Like all assignment guidelines, having a byte benchmark might be a necessary evil, just like traditional writing assignments tend to have minimum word count or pages. Depends on your context and goals. It would depend on the rest of the assignment and the rubric you would use to evaluate the assignment. Giving more weight to proper writing style and citations would probably be a good place to start.
Juliana, it does sound like you want your students to contribute more since they're stopping when they reach the minimum. That sounds like normal student behavior. Would there be a different way to motivate students to keep editing with extra points for going beyond the minimum thresholds, for example? Or a competition for number of bytes, articles created, citations added (they could all have different weights and be evaluated in conjunction with quality checks).

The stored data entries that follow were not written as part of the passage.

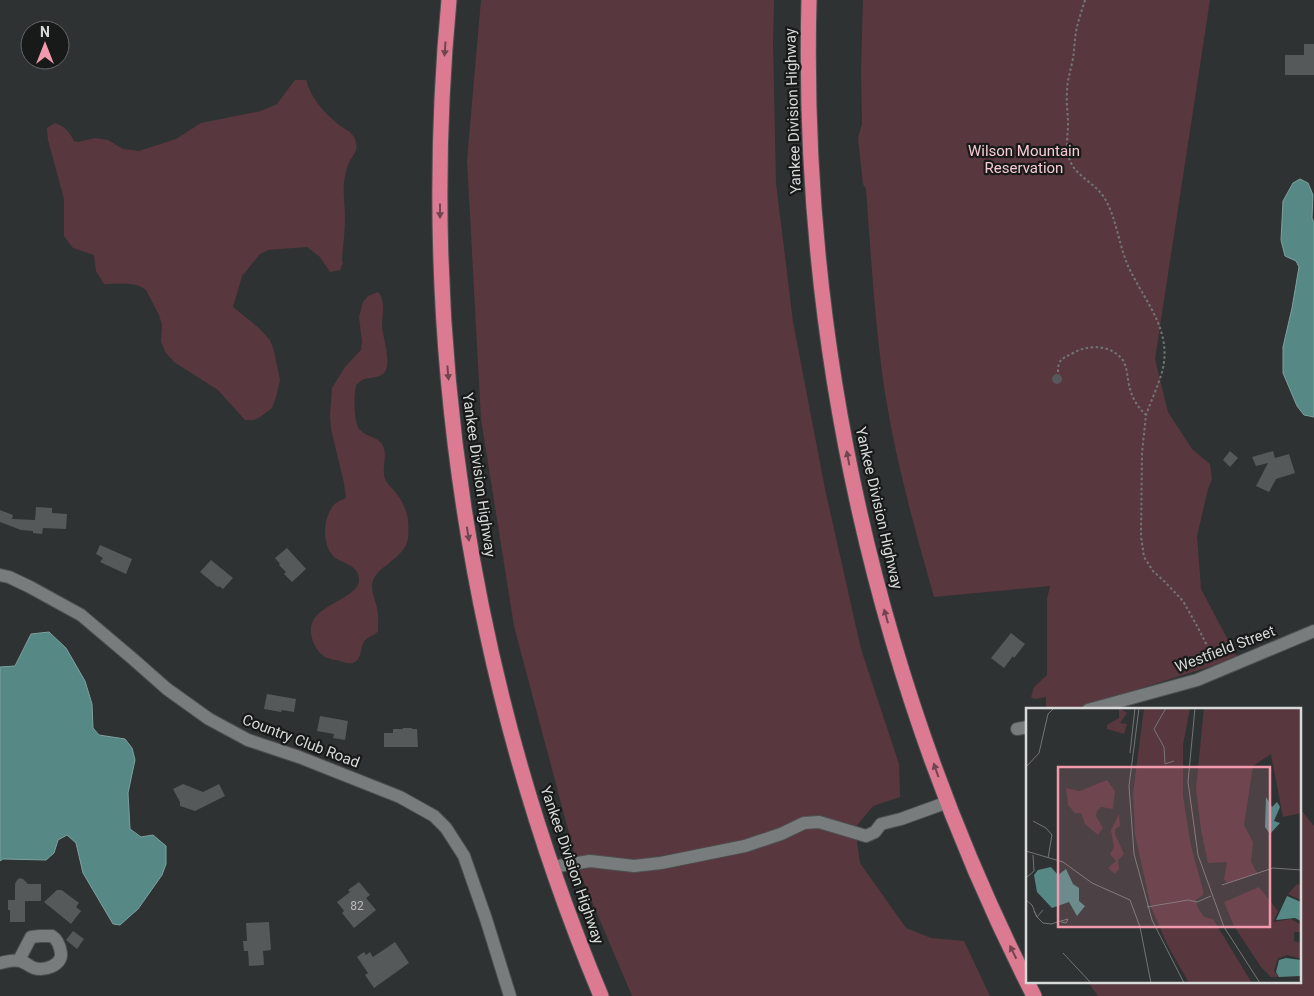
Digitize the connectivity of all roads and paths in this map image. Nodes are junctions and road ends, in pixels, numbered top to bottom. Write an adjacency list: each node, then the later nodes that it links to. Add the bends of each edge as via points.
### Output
1 (449, 0): 11 (highway, Yankee Division Highway, one-way to 11, via 442,111 440,224 444,332 454,436 470,547 489,644 515,746)
2 (809, 0): 10 (highway, Yankee Division Highway, one-way to 2, via 908,691 885,611 841,423 815,219 808,95)
3 (1086, 0): 5 (path, via 1078,22 1073,62 1068,75 1068,154 1078,174 1100,190 1106,200 1130,270 1158,320 1164,357 1162,372)
4 (1058, 372): 5 (path, via 1059,362 1080,349 1089,346 1112,352 1122,359 1135,403)
5 (1146, 415): 8 (path, via 1142,453 1141,536 1144,558 1183,601)
6 (0, 575): 16 (street, Country Club Road, via 30,587 81,615 166,689 209,719 248,740 400,797 434,816 464,856)
7 (1314, 631): 8 (street, Westfield Street)
8 (1220, 671): 9 (street, Westfield Street)
9 (1095, 708)
10 (948, 802): 11 (street, via 881,824 866,836 819,822 804,823 745,846 661,863 634,866 590,861); 14 (highway, Yankee Division Highway, one-way to 10, via 990,904)
11 (552, 867): 17 (highway, Yankee Division Highway)
12 (19, 960): 13 (street)
13 (0, 963)
14 (1026, 979)
15 (1028, 984): 18 (highway, Yankee Division Highway, one-way to 15)
16 (510, 996)
17 (601, 996)
18 (1034, 996)

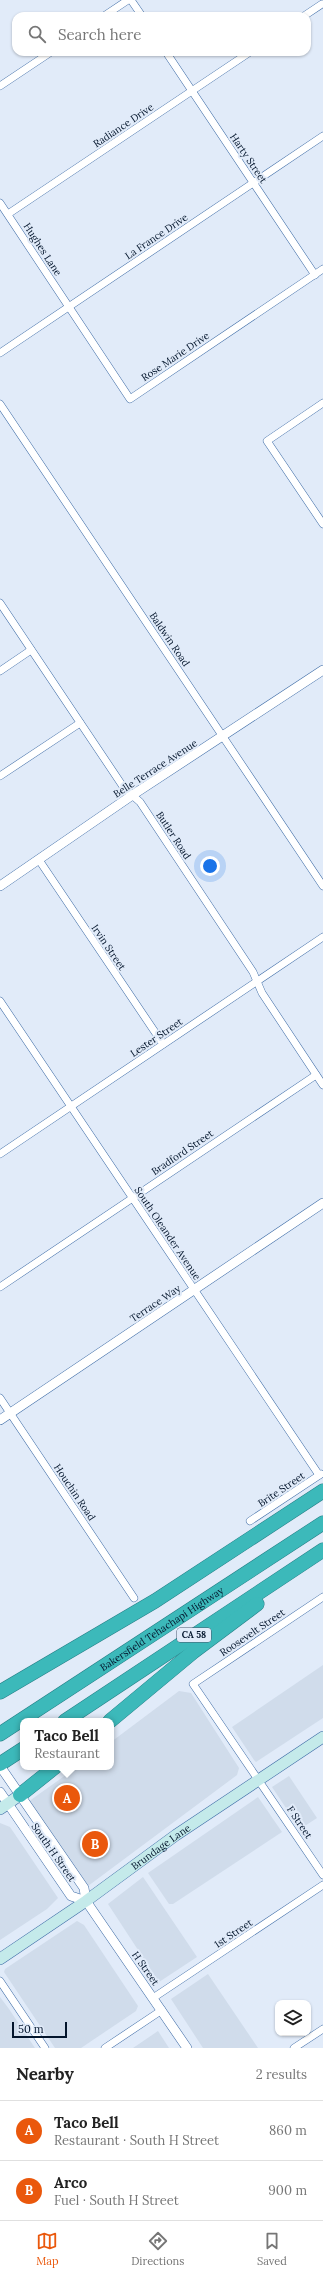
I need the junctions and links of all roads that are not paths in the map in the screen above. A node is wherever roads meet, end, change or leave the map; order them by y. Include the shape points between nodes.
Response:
1 (130, 0) edge
2 (322, 4) dead end
3 (110, 12) edge
4 (139, 12) edge
5 (310, 12) edge
6 (45, 56) edge
7 (169, 56) edge
8 (244, 56) edge
9 (0, 86) edge
10 (192, 91) junction
11 (323, 136) edge
12 (253, 183) junction
13 (0, 203) edge
14 (8, 214) junction
15 (323, 269) edge
16 (315, 275) junction
17 (68, 307) junction
18 (0, 353) edge
19 (323, 403) edge
20 (0, 404) edge
21 (323, 524) edge
22 (0, 603) edge
23 (31, 650) junction
24 (323, 670) edge
25 (0, 671) edge
26 (80, 723) junction
27 (223, 737) junction
28 (0, 776) edge
29 (131, 796) junction
30 (39, 860) junction
31 (0, 886) edge
32 (323, 886) edge
33 (323, 937) edge
34 (257, 981) junction
35 (0, 1001) edge
36 (163, 1044) junction
37 (316, 1075) junction
38 (323, 1084) edge
39 (71, 1106) junction
40 (0, 1154) edge
41 (132, 1198) junction
42 (323, 1203) edge
43 (0, 1287) edge
44 (194, 1290) junction
45 (0, 1398) edge
46 (10, 1413) junction
47 (0, 1420) edge
48 (321, 1474) edge
49 (323, 1491) edge
50 (250, 1522) dead end
51 (323, 1523) edge
52 (323, 1550) edge
53 (323, 1555) edge
54 (323, 1597) edge
55 (134, 1598) dead end
56 (0, 1692) edge
57 (24, 1718) edge
58 (70, 1718) edge
59 (114, 1718) edge
60 (20, 1721) edge
61 (0, 1734) edge
62 (323, 1738) edge
63 (20, 1751) edge
64 (0, 1765) edge
65 (50, 1770) edge
66 (259, 1780) junction
67 (17, 1790) junction
68 (0, 1792) edge
69 (4, 1806) edge
70 (323, 1875) edge
71 (323, 1885) edge
72 (86, 1901) junction
73 (0, 1959) edge
74 (0, 1981) edge
75 (153, 1998) junction
76 (162, 2010) junction
77 (323, 2029) edge
78 (44, 2048) edge
79 (105, 2048) edge
80 (187, 2048) edge
81 (294, 2048) edge

1 - 3 street
1 - 4 street
2 - 5 street
6 - 9 street
7 - 10 street, Harty Street
8 - 10 street, Radiance Drive
10 - 12 street, Harty Street
10 - 14 street, Radiance Drive
11 - 12 street, La France Drive
12 - 16 street, Harty Street
12 - 17 street, La France Drive
13 - 14 street, Hughes Lane
14 - 17 street, Hughes Lane
15 - 16 street, Rose Marie Drive
16 - 17 street, Rose Marie Drive via 130,399
17 - 18 street, La France Drive
19 - 21 street via 267,440
20 - 27 street, Baldwin Road
22 - 23 street, Butler Road
23 - 25 street
23 - 26 street, Butler Road
24 - 27 street, Belle Terrace Avenue
26 - 28 street
26 - 29 street, Butler Road
27 - 29 street, Belle Terrace Avenue
27 - 32 street, Baldwin Road
29 - 30 street, Belle Terrace Avenue
29 - 34 street, Butler Road via 140,802 254,972
30 - 31 street, Belle Terrace Avenue
30 - 36 street, Irvin Street
33 - 34 street, Lester Street
34 - 36 street, Lester Street
34 - 37 street, Butler Road via 262,993
35 - 39 street, South Oleander Avenue
36 - 39 street, Lester Street
37 - 38 street, Butler Road
37 - 41 street, Bradford Street
39 - 40 street, Lester Street
39 - 41 street, South Oleander Avenue
41 - 43 street, Bradford Street
41 - 44 street, South Oleander Avenue
42 - 44 street, Terrace Way
44 - 46 street, Terrace Way
44 - 48 street, South Oleander Avenue
45 - 46 street, Houchin Road
46 - 47 street, Terrace Way
46 - 55 street, Houchin Road
48 - 50 street, Brite Street
49 - 56 highway via 154,1601
51 - 57 highway, Bakersfield Tehachapi Highway / CA 58
52 - 58 highway, CA 58
53 - 59 highway via 193,1652
54 - 66 street, Roosevelt Street via 192,1684
60 - 61 highway, Bakersfield Tehachapi Highway / CA 58
62 - 66 main road, Brundage Lane
63 - 64 highway
64 - 67 street, South H Street
65 - 67 highway
66 - 70 street, F Street
66 - 72 main road, Brundage Lane via 147,1855
67 - 69 main road
67 - 72 street, South H Street via 84,1888
68 - 69 street, South H Street
69 - 72 street, South H Street via 71,1896
71 - 75 street, 1st Street
72 - 73 main road, Brundage Lane
72 - 75 street, H Street
74 - 78 street
75 - 76 street, H Street
76 - 79 street
76 - 80 street, H Street
77 - 81 street

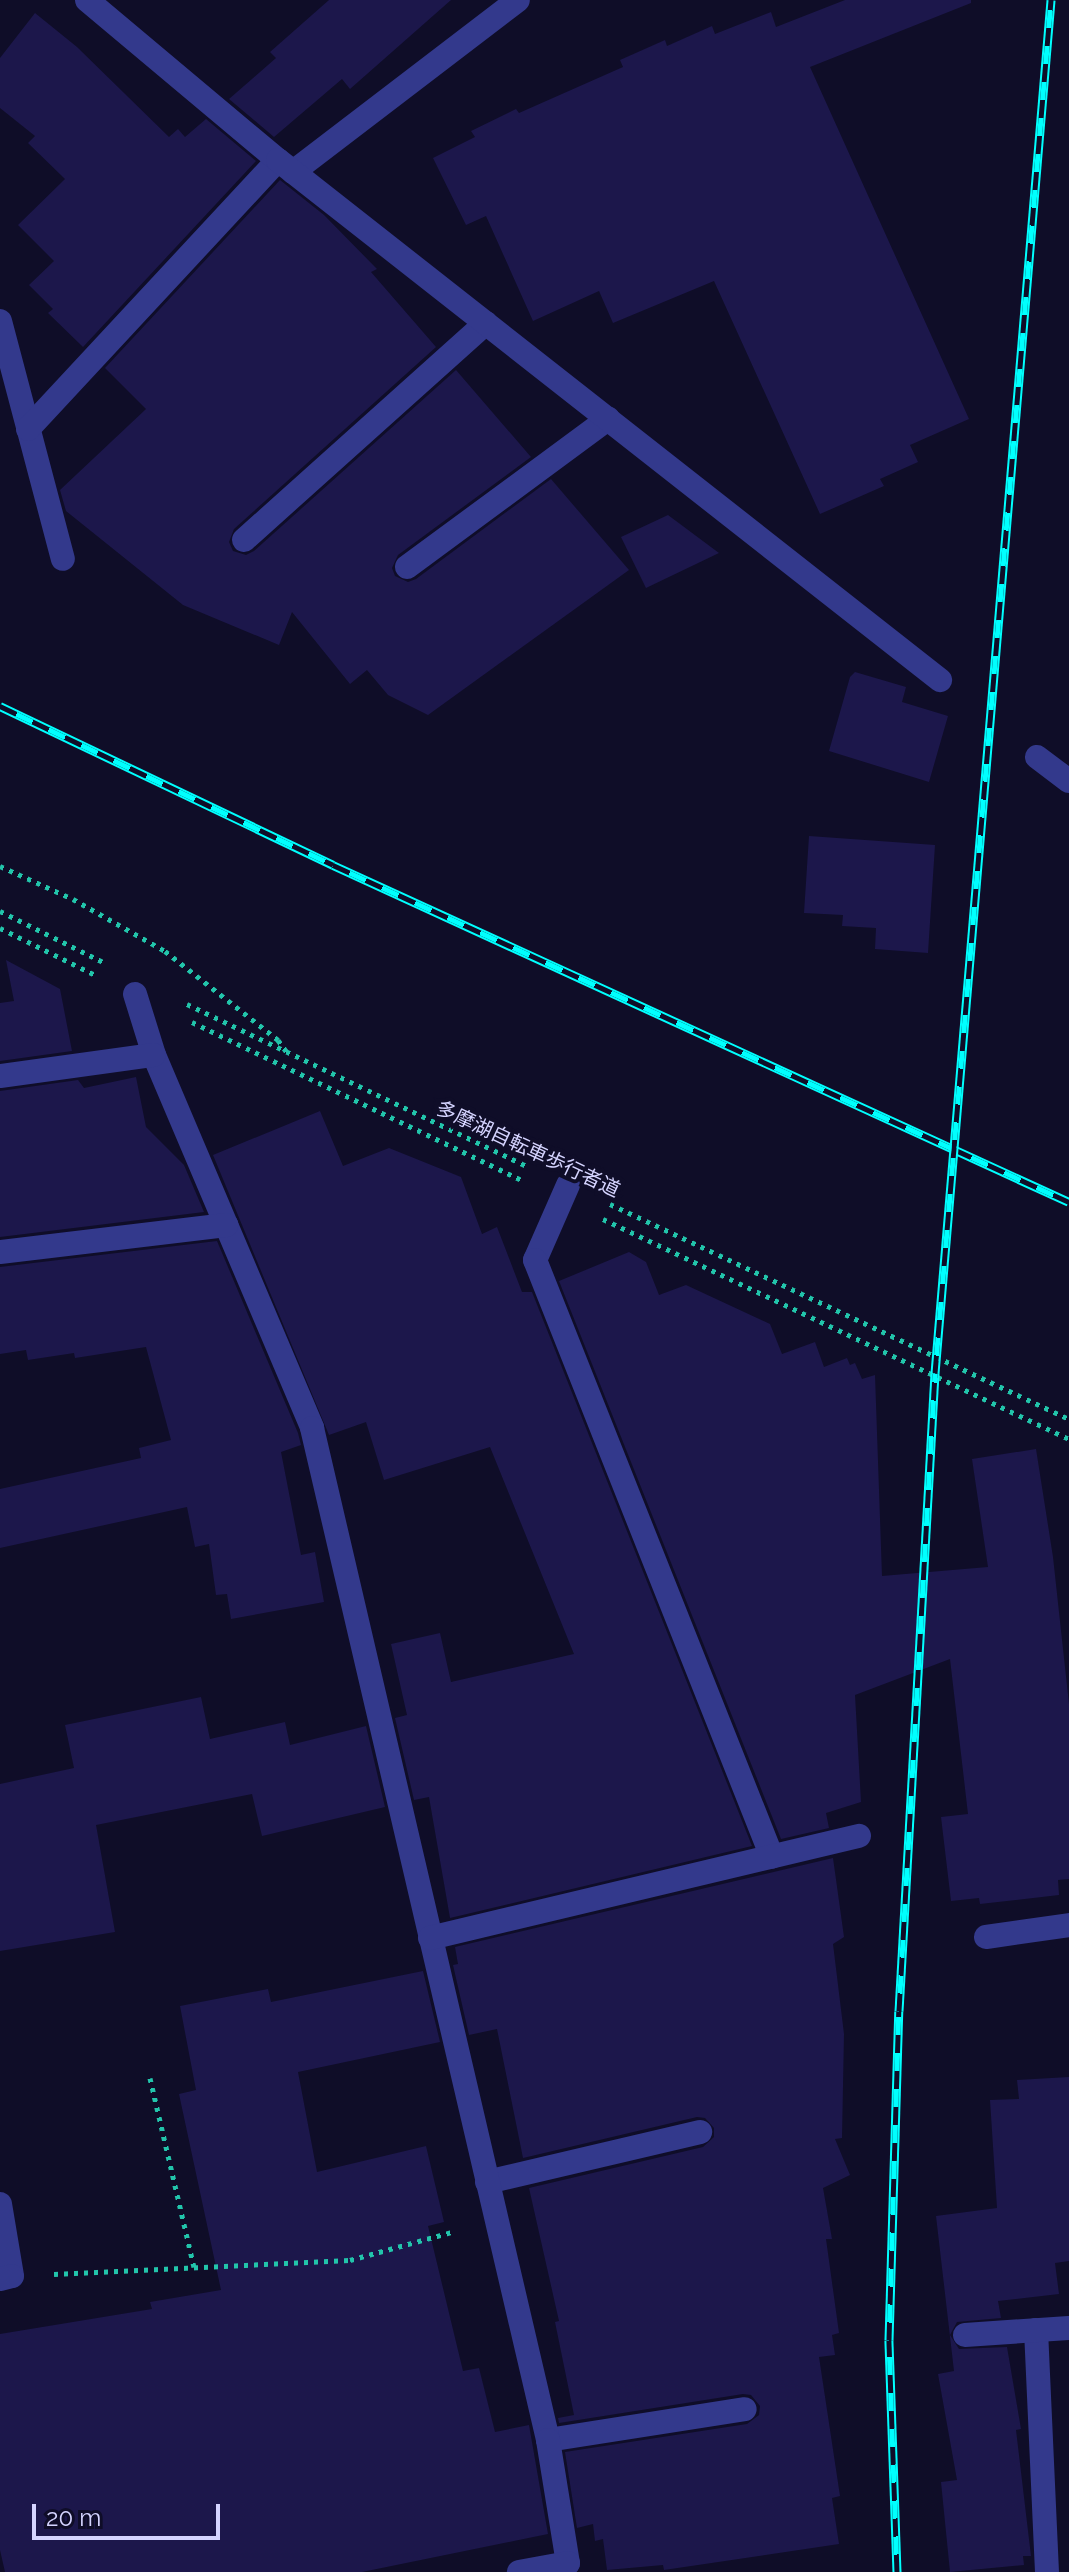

I'd love to hear more thoughts on the topic since it's something I struggle with as well!
Tighe
On Tue, Jan 28, 2014 at 9:06 AM, Laura Hale laura@fanhistory.com wrote:
On Tue, Jan 28, 2014 at 2:12 AM, Juliana Bastos Marques < domusaurea@gmail.com> wrote:
Has anyone used this approach? Pros/cons? What would you consider a reasonable number for the minimum of bytes in the final article?
Juliana.
I have seen this done for classes, but the problem sometimes becomes students look at it as a exercise in adding content but ignore Wikipedia guidelines. They end up adding essay like material, add information that makes existing tags worse in order to add material related to the course, etc.
Speculating, I would think a potential better criteria might be adding references to uncited materials related to the topic as there is a lot of unsourced material. They would be adding pure bytes by adding sources. It would also assist in making them more familiar with other sources that you may think valuable for them to be aware of.
-- twitter: purplepopple
Education mailing list Education@lists.wikimedia.org https://lists.wikimedia.org/mailman/listinfo/education
Tighe makes a really great point that it seems like normal student behavior to meet the bare minimum when possible. In the US and Canada, we measure bytes as a program to evaluate how we're doing from semester to semester (has our impact increased while our resources have stayed the same?). On a class level, though, professors rarely mention bytes in their syllabus or grading rubric. When there is a minimum length, it usually takes the form of "500 words" or "2 sections". I don't think the minimum length is inherently bad if the students are otherwise set up to do great work (research, writing, understanding Wikipedia policies and norms, etc.). If you can assume most of them are doing good work, then more content is likely better.
Most of our professors probably don't grade in this way simply because they don't know how to measure bytes contributed (it's not one of the training topics we cover). Similarly, I haven't seen students trying to inflate their content contribution with templates mostly because they don't know about them or how to use them (they're new editors).
I really like the idea of making it more competitive, which we also did during the pilot of the program in the US. Of course, then the professor ideally is savvy enough not to count copy & paste from a sandbox into the article namespace when most of that content existed before they worked on it (this was a problem we saw with our tool). Hopefully the education extension will eventually tie WikiMetrics into it, which should make the content quantity easier for students/professors to monitor and measure.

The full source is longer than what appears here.